Politik : Untersuchungsausschuss: Sonderermittler sichtete Dokumente mit Friedrich Bohl

Tissy Bruns

Der frühere Kanzleramtsminister Friedrich Bohl (CDU) hat dem Sonderermittler im Fall der verschwundenen Kanzleramtsakten, Burkhard Hirsch, bisher verloren geglaubte Akten zur Einsicht zur Verfügung gestellt. Hirsch bestätigte gegenüber dem Tagesspiegel, dass er bei einem mit Bohl verabredeten Treffen am vergangenen Mittwoch die Durchsicht dieser Akten begonnen habe. Zeitungsmeldungen über den Inhalt dieser Akten bestätigte Hirsch ausdrücklich nicht: "Ich lege Wert auf die Feststellung, dass diese Informationen nicht von mir stammen und ich lege Wert auf die Feststellung, dass ich eine Bewertung der von mit durchgesehenen Unterlagen erst am Ende vornehmen werde." Er selbst habe die Akten nicht als "brisant" bezeichnet. Es handle sich auch nicht, wie die "Welt am Sonntag" gemeldet habe, um eine private Aktensammlung Bohls. Hirsch zum Tagesspiegel: "Es handelt sich um Akten und Vorgänge, die der frühere Kanzleramtschef aus dem Kanzleramt mitgenommen und dann in der Konrad-Adenauer-Stiftung deponiert hat." Ob es sich um vollständige Unterlagen handle, könne er derzeit nicht sagen. Hirschs Treffen mit Bohl fand in St.
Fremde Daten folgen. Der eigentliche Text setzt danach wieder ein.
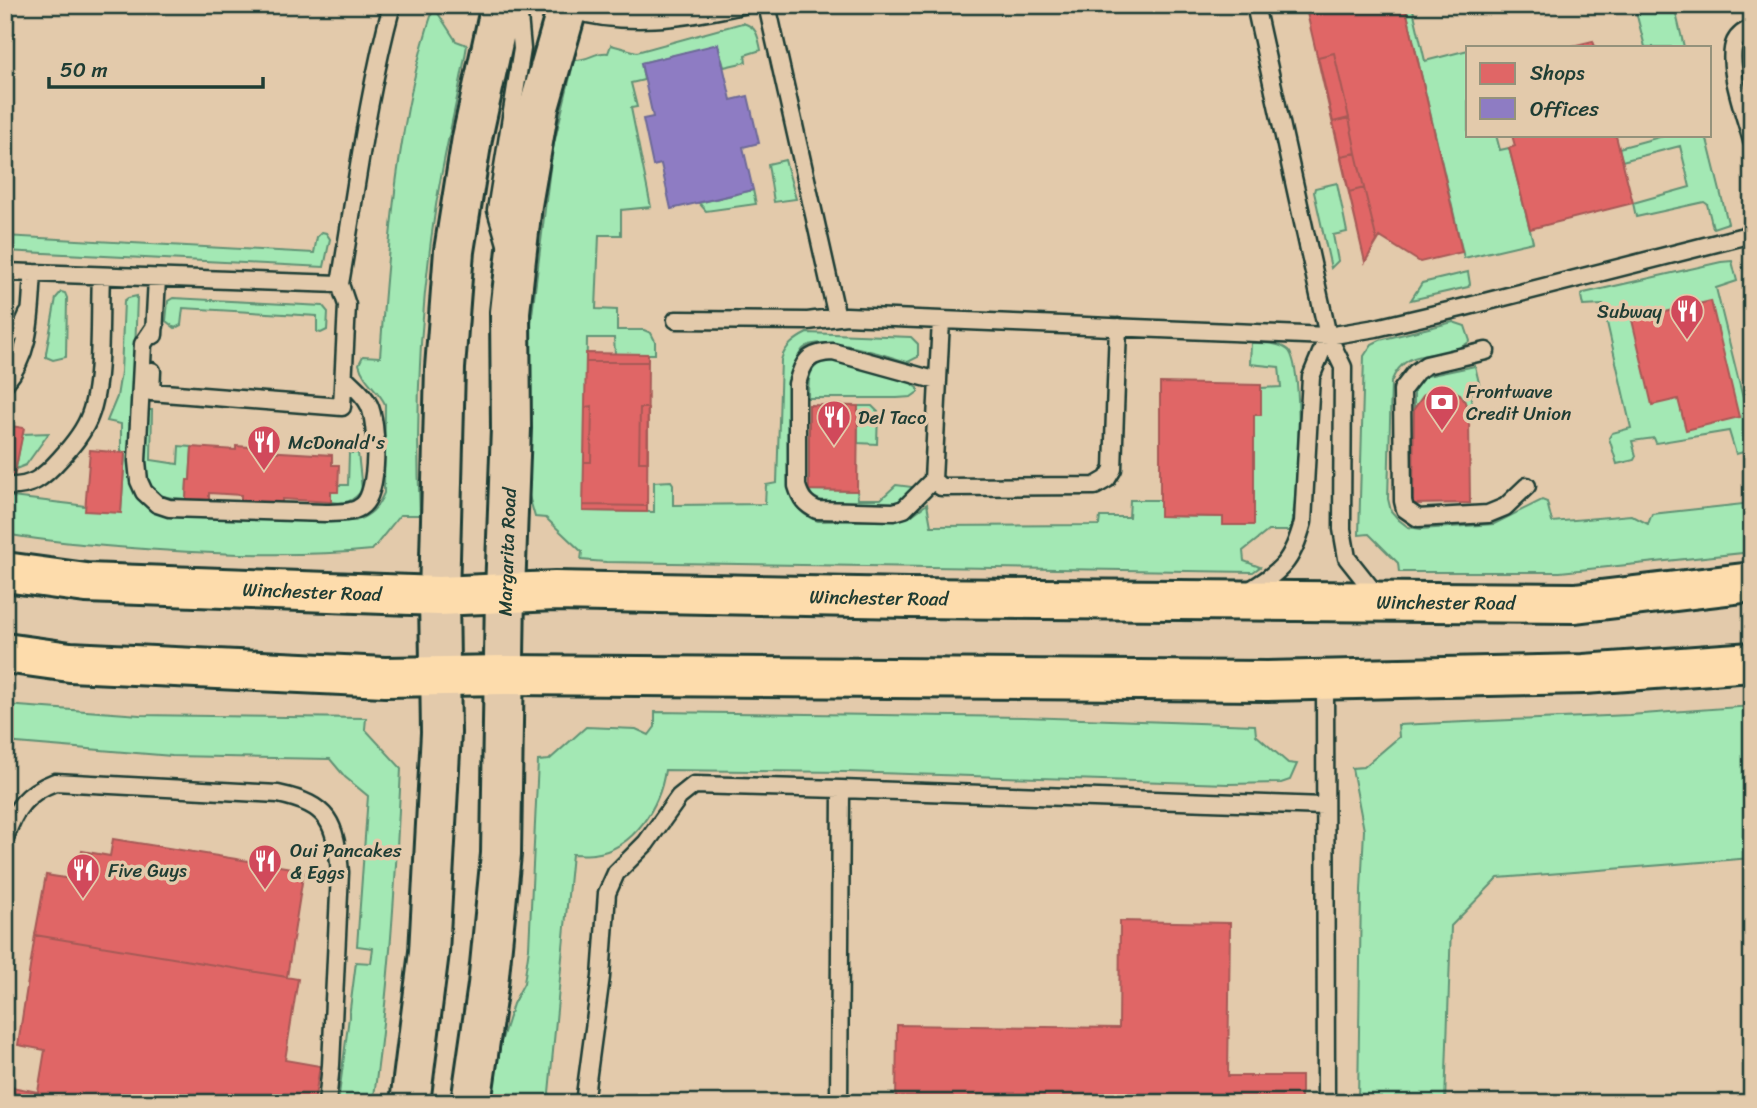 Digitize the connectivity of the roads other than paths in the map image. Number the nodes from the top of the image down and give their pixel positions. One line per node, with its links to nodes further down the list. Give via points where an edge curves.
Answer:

Augustin, nahe Bonn, in der Konrad-Adenauer-Stiftung statt. Hirsch sagte, dass die Fortsetzung der Durchsicht sei mit Bohl vereinbart. Ein Termin dazu sei noch nicht festgelegt, man wolle sich "so kurzfristig wie möglich" treffen.

Hirsch hatte nach Aufnahme seiner Ermittlungen im Kanzleramt festgestellt, dass dort kurz vor dem Regierungswechsel vor zwei Jahren zwei Drittel der Daten "zentral und heimlich" gelöscht wurden sowie wichtige Akten verschwunden waren.